視訊軟體 Zoom 資安漏洞頻傳 電腦個資易遭竊(圖)
因為疫情影響,許多企業開始改變工作型態,以在家上班為主,降低員工遭感染的風險。(示意圖,圖片來源:Adobe stock)
因為疫情影響,許多企業開始改變工作型態,以在家上班為主,降低員工遭感染的風險。除了企業,許多教育機構及民間團體也改採視訊會議的形式。這也讓視訊軟體 Zoom 在短時間內爆紅。
據 Zoom CEO Eric S. Yuan 於部落格揭露,三月每日使用 Zoom 的人數已達到 2 億人,與去年 12 月的 1,000 萬,成長了20倍。只是在成為當紅視訊軟體之際,Zoom 的資安漏洞也不斷傳出。
資安網站 Bleeping Computer 就發現,有心駭客可以透過 Zoom 的系統漏洞,輕鬆的從遠端竊取用戶的 Windows 密碼。由於 Zoom 將 Windows 內部的 UNC(Universal Naming Convention)路徑,設置為可以點擊的超連結,所以如果駭客藉這方式刻意引導用戶,使其按下相關連結,就會導致帳號、密碼外流,讓電腦門戶大開。
專家分析,Zoom 的這項安全漏洞,並不需要複雜的技術就能被人加以利用,使用者若想避免個資外流,可以暫時修改 Windows 設定避免受害,只要於 Windows 安全設定內,找到限制 NTLM 的選項,並將其改為全部拒絕即可。只是最重要的關鍵,還是在於 Zoom 沒有禁止使用 UNC 連結,所以才會導致用戶深陷安全風險。

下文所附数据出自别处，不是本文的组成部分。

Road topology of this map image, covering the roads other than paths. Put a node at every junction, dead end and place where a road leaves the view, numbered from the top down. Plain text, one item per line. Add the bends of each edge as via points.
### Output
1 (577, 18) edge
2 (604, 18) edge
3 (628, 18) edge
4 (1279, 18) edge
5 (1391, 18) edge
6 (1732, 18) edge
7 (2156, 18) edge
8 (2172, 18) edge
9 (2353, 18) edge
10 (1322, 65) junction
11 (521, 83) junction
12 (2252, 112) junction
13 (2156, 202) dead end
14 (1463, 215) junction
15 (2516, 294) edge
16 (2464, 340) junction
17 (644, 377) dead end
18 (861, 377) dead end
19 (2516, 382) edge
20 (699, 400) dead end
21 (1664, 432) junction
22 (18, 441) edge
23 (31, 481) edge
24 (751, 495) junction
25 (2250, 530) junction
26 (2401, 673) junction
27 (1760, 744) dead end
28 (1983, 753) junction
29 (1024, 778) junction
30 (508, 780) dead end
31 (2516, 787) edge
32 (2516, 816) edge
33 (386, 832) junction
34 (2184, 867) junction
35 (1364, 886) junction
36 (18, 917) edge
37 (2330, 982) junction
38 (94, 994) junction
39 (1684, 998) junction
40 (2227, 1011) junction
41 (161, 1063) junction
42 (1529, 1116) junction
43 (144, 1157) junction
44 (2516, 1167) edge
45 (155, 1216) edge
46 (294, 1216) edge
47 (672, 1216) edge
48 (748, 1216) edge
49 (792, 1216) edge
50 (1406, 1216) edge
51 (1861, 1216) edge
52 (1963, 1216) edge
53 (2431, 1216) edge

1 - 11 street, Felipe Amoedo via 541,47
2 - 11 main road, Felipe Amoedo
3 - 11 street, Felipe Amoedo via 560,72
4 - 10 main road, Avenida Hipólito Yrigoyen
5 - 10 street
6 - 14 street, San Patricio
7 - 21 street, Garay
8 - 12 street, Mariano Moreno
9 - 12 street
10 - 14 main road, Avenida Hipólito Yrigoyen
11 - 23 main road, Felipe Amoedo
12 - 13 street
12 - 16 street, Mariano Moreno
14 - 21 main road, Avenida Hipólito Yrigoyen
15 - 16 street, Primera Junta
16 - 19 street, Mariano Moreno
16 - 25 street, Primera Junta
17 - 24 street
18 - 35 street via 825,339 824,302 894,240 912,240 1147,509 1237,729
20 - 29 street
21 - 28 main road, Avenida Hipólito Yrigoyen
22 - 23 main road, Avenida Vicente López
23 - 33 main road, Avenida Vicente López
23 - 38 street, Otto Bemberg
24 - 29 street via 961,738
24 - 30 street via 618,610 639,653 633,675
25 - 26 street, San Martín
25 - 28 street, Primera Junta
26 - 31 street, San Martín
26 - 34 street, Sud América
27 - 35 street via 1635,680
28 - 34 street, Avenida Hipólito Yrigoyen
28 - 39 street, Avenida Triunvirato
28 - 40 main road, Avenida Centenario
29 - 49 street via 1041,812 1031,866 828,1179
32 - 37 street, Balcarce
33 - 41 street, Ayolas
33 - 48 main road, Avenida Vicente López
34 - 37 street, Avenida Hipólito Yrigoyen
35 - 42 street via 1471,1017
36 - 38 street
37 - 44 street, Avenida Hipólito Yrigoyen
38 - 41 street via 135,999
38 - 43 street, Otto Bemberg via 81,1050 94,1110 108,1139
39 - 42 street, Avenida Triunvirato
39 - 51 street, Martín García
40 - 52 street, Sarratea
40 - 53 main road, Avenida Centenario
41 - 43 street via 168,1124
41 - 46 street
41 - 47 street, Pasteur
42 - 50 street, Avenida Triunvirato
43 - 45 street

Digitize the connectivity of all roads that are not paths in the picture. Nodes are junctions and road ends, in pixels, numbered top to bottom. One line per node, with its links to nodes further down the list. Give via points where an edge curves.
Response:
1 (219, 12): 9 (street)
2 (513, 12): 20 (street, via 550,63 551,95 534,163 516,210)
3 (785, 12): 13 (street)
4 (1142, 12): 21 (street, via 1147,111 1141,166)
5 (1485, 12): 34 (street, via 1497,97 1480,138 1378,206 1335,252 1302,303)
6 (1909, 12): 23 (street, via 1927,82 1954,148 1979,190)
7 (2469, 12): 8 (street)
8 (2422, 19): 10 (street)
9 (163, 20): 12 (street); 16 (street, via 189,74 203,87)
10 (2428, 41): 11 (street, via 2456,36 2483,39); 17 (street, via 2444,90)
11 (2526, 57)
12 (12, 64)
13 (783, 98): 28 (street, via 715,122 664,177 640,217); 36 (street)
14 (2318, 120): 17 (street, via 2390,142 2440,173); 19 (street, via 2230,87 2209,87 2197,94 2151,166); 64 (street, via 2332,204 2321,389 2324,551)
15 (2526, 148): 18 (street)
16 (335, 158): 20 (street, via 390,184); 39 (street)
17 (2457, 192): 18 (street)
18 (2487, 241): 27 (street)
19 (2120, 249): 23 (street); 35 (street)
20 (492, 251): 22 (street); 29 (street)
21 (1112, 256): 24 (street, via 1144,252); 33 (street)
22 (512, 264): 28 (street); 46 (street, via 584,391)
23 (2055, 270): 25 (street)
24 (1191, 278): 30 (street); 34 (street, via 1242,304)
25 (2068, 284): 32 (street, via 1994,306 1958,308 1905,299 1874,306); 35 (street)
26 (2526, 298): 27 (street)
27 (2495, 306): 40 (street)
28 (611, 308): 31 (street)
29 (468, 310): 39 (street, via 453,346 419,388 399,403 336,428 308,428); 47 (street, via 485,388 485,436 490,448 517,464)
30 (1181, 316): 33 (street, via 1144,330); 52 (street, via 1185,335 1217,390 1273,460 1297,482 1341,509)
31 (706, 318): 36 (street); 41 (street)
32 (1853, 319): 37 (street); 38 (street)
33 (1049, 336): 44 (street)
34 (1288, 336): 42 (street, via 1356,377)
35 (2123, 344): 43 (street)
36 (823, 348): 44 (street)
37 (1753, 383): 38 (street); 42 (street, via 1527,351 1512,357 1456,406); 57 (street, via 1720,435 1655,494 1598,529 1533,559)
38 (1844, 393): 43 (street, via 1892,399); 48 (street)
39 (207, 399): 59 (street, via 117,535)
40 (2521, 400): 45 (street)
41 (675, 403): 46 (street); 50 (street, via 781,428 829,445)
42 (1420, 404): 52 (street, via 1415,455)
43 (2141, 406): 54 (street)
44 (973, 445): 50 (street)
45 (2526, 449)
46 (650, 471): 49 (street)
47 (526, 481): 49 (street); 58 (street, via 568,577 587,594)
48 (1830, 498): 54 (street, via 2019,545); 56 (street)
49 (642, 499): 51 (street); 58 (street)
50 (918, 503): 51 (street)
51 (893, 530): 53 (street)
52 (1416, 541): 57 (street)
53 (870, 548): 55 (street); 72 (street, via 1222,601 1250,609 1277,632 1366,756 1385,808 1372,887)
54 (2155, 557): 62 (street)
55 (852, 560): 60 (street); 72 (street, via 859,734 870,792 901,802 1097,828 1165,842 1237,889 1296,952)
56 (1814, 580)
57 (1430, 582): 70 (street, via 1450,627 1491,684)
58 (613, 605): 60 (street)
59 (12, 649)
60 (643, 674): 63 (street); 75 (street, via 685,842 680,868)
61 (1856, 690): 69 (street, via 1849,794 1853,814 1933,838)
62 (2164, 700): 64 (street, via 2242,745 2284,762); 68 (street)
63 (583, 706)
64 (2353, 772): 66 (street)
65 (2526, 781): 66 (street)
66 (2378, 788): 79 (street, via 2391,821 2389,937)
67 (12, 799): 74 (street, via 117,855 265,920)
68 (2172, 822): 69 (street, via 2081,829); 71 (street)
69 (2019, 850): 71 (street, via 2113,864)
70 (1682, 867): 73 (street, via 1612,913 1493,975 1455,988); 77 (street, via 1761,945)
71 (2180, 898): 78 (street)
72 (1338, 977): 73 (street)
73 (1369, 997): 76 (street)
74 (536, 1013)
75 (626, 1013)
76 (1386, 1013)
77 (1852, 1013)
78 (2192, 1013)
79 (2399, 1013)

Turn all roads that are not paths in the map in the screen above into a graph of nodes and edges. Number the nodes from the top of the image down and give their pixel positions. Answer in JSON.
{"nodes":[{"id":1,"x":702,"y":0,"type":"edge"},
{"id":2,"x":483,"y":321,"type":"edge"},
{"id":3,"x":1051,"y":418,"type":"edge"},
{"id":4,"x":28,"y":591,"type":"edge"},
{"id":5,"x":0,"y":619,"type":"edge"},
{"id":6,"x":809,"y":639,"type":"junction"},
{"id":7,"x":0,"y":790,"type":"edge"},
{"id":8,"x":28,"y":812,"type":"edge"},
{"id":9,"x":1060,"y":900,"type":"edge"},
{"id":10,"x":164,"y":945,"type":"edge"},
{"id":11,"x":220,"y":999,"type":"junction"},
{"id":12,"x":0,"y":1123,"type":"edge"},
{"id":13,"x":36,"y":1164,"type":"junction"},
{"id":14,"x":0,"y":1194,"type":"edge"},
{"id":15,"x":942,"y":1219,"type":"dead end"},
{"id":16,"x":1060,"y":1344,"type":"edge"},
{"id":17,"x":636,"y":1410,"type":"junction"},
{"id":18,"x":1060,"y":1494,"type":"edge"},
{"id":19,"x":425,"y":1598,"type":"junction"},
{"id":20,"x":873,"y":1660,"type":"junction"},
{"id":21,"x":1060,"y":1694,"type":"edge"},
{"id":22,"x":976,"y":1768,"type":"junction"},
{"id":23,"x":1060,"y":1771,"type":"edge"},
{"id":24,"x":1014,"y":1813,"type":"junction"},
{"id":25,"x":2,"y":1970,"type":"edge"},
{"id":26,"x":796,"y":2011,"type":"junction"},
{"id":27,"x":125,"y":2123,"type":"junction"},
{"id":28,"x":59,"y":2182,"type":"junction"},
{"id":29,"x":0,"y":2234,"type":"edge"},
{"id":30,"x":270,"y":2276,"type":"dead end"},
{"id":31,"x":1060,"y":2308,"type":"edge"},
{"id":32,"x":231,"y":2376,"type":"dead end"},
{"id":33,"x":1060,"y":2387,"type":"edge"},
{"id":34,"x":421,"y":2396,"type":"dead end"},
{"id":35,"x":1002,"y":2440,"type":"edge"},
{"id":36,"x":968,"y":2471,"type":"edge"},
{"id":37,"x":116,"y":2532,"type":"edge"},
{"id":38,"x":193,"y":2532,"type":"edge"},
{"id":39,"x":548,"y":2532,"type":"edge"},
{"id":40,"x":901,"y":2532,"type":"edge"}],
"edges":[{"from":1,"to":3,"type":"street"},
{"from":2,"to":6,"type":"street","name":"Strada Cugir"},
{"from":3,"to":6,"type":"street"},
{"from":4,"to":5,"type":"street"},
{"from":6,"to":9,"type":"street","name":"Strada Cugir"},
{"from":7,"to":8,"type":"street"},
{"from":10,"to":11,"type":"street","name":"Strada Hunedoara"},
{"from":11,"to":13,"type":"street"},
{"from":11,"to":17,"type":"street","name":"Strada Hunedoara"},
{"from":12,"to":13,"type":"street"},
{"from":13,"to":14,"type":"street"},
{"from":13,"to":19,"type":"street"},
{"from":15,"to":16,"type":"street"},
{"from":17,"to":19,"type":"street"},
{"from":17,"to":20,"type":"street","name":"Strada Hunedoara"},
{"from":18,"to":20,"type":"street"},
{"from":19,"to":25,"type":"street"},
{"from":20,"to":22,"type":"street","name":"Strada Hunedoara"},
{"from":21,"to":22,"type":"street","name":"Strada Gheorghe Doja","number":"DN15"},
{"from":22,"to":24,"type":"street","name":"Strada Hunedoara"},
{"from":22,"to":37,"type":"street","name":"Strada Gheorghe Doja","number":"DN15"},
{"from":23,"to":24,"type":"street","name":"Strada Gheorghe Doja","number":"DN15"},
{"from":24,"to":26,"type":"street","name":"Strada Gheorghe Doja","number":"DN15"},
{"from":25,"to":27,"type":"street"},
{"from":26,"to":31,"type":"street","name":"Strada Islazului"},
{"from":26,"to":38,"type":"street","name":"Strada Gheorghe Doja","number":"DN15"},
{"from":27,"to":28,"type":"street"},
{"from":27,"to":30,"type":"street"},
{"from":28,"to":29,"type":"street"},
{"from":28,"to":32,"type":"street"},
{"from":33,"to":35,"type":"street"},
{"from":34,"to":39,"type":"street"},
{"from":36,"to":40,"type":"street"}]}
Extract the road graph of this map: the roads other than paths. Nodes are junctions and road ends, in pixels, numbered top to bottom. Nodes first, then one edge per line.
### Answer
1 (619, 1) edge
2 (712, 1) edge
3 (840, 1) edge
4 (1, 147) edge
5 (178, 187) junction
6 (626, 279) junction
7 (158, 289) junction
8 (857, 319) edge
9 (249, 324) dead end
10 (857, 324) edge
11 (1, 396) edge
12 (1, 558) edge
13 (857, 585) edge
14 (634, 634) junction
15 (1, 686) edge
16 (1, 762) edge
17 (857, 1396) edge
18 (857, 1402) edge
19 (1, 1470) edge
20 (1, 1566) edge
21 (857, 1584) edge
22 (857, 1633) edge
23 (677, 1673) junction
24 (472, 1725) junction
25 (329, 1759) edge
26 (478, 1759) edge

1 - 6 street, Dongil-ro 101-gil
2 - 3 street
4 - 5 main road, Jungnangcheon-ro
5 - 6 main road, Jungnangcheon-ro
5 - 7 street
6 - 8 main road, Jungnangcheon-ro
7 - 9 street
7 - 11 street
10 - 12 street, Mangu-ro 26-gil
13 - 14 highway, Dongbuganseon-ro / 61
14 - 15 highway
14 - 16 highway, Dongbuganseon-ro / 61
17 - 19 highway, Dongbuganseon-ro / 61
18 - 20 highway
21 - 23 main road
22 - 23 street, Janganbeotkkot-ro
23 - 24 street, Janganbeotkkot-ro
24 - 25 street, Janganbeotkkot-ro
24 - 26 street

不但如此,至今 Zoom 爆發的安全漏洞也不只一起,例如會將資料共享給臉書;程式不但存在安全漏洞,還會讓駭客輕易獲得麥克風、攝影鏡頭使用權;在 macOS 版本的安裝程序,也被批評與惡意軟體無異;視訊通話也被發現並沒有做到兩端之間的加密。雖然官方持續釋出修補檔,只是隨著Zoom 爆紅、需求大增,這些資安漏洞自然也更被使用者所重視。
由於線上使用者大增,Zoom 本身也沒有做好資安防護,這也使得 Zoom 成為網路駭客最新的駐紮平台。美國 FBI 就建議使用者最好不要使用公開會議,或是過於頻繁分享超連結,因為已經有多起案例顯示,不少駭客開始藉由 Zoom 發起網路攻擊,以搜集用戶個人資料。
《路透》報導也提到,SpaceX 與美國國家航空暨太空總署(NASA),也開始出於安全考量,禁止職員使用 Zoom。